It takes a good paper like the Times to lay it on the line:

The Dover decision in December of that year [2005] dealt a blow to “intelligent design,” which posits that life is too complex to be explained by evolution alone, and has been widely promoted by religious advocates since the Supreme Court’s 1987 ban on creationism in public schools. The federal judge in the case called the doctrine “creationism re-labeled,” and found the Dover school board had violated the constitutional separation of church and state by requiring teachers to mention it. The school district paid $1 million in legal costs.

That hasn’t slowed the Texas State Board of Education’s rush to get the state entangled in litigation over putting religious dogma in place of science. The Texas Education Agency (TEA) is already embroiled in one suit, brought by the science-promoting science curriculum expert they fired for noting in an e-mail that science historian Barbara Forrest was speaking in a public event in Austin.
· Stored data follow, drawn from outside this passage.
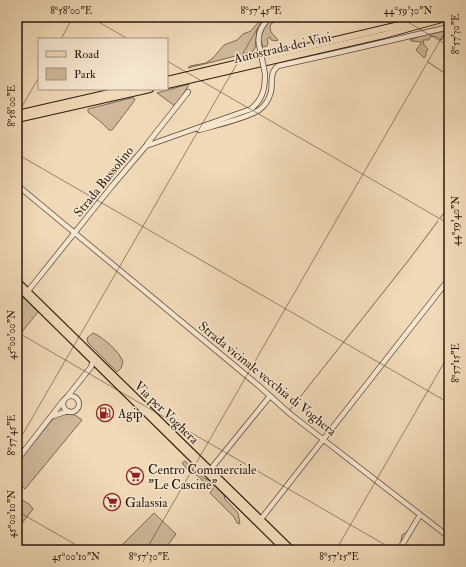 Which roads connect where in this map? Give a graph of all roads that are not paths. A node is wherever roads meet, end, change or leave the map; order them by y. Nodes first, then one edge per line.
1 (271, 17) edge
2 (434, 17) edge
3 (449, 17) edge
4 (449, 27) edge
5 (168, 80) edge
6 (168, 85) edge
7 (123, 90) edge
8 (146, 90) edge
9 (188, 92) dead end
10 (17, 114) edge
11 (17, 120) edge
12 (184, 133) junction
13 (146, 146) junction
14 (17, 186) edge
15 (74, 234) junction
16 (449, 279) edge
17 (17, 281) edge
18 (17, 286) edge
19 (26, 291) junction
20 (93, 361) junction
21 (270, 396) junction
22 (65, 399) junction
23 (68, 411) junction
24 (51, 417) junction
25 (324, 439) junction
26 (17, 460) edge
27 (210, 470) junction
28 (420, 515) junction
29 (260, 519) junction
30 (449, 537) edge
31 (285, 550) edge
32 (292, 550) edge
33 (399, 550) edge

1 - 12 street, Strada Bussolino, bridge
2 - 5 highway, Autostrada dei Vini
3 - 6 highway, Autostrada dei Vini
4 - 12 street
7 - 10 highway
8 - 11 highway
9 - 13 street
12 - 13 street, Strada Bussolino
13 - 15 street, Strada Bussolino
14 - 15 street, Strada vicinale vecchia di Voghera
15 - 19 street, Strada Bussolino
15 - 21 street, Strada vicinale vecchia di Voghera
16 - 25 street
17 - 19 main road
18 - 19 main road
19 - 20 main road, Via per Voghera
19 - 27 main road, Via per Voghera
20 - 22 street
20 - 31 main road, Via per Voghera
21 - 25 street, Strada vicinale vecchia di Voghera
21 - 27 street
22 - 23 street
22 - 23 street
22 - 24 street
23 - 24 street
24 - 26 street
25 - 28 street, Strada vicinale vecchia di Voghera
25 - 29 street
27 - 29 main road, Via per Voghera
28 - 30 street, Strada vicinale vecchia di Voghera
28 - 33 street
29 - 32 main road, Via per Voghera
TEA may well lose this case, and their side is not helped when State Board Chairman Don McLeroy cavorts with creationists in a session teaching illegal classroom tactics to teachers. Clearly Texas education officials are not reading the newspapers, the court decisions, or the science books.
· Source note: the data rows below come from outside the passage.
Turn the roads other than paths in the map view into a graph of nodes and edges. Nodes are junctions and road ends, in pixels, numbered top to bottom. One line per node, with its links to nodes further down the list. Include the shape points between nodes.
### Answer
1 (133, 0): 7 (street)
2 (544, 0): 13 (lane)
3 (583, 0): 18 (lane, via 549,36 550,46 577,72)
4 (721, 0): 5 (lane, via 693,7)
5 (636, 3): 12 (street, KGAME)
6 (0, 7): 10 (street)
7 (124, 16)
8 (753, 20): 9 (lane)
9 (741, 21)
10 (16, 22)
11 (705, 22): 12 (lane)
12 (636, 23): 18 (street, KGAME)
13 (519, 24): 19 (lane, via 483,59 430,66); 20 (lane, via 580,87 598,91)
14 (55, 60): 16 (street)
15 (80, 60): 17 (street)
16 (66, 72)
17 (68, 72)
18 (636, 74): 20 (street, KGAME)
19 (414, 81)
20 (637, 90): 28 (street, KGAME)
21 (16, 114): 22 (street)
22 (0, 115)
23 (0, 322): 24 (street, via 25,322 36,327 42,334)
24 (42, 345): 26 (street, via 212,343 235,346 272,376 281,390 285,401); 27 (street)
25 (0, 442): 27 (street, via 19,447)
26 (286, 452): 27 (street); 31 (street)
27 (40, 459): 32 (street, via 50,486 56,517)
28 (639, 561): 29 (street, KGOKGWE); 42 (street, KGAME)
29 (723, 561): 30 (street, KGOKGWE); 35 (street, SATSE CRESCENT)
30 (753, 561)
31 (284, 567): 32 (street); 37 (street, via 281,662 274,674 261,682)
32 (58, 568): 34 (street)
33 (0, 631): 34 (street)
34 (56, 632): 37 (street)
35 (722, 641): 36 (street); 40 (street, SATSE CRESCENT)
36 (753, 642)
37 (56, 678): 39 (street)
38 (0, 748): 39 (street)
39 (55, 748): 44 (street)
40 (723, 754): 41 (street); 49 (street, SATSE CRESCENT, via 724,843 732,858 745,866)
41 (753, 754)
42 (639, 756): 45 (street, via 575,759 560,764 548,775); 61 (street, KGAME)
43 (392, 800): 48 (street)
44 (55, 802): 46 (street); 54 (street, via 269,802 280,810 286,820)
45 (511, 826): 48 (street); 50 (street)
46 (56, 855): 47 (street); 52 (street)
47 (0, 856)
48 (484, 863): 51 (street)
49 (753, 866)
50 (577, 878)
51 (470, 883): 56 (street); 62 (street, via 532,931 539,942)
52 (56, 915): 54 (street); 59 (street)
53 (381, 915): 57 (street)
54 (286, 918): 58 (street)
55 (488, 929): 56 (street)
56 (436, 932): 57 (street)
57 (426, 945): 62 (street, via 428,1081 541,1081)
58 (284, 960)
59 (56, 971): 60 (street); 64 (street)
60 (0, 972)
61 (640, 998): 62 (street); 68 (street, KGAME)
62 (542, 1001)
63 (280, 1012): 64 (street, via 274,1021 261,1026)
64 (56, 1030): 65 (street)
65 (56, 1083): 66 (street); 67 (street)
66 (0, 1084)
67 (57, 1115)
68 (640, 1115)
Here’s one of the charts accompanied the article. While you read it, consider these items: The top 10% of science students in China outnumber all the science students in the U.S.; the U.S. last year graduated more engineers from foreign countries than from the U.S.; the largest portion were from China. China graduated several times the number of engineers the U.S. did, and almost all of them were from China.
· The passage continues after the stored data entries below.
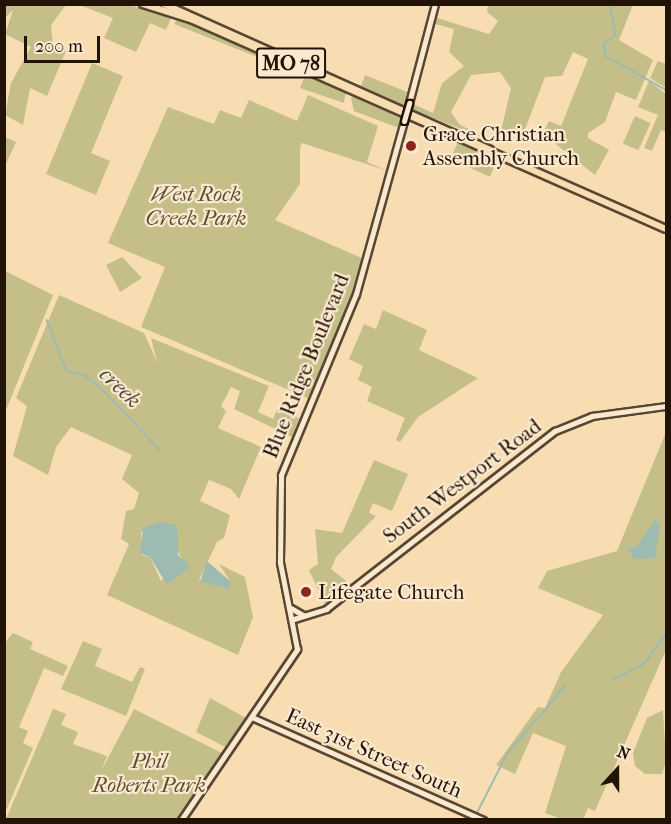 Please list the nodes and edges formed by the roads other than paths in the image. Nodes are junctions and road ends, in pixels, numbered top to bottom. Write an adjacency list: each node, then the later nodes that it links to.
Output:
1 (143, 4): 4 (main road, MO 78)
2 (164, 4): 4 (main road, MO 78)
3 (435, 4): 7 (main road, Blue Ridge Boulevard, bridge)
4 (437, 126): 5 (main road, MO 78)
5 (666, 229)
6 (666, 406): 8 (street, South Westport Road)
7 (291, 608): 8 (street); 9 (main road, Blue Ridge Boulevard)
8 (306, 615): 9 (street, South Westport Road)
9 (294, 619): 10 (main road, Blue Ridge Boulevard)
10 (252, 717): 11 (main road, Blue Ridge Boulevard); 12 (street, East 31st Street South)
11 (181, 819)
12 (483, 819)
Copyright 2008 by the New York Times

Copyright 2008 by the New York Times

Can we afford to dumb down any part of our science curriculum, for any reason? Is it unfair to consider creationism advocates, including intelligent design advocates, as “surrender monkeys in the trade and education wars with China?”

Update: 10:00 p.m. Central, this story is the most e-mailed from the New York Times site today; list below the fold.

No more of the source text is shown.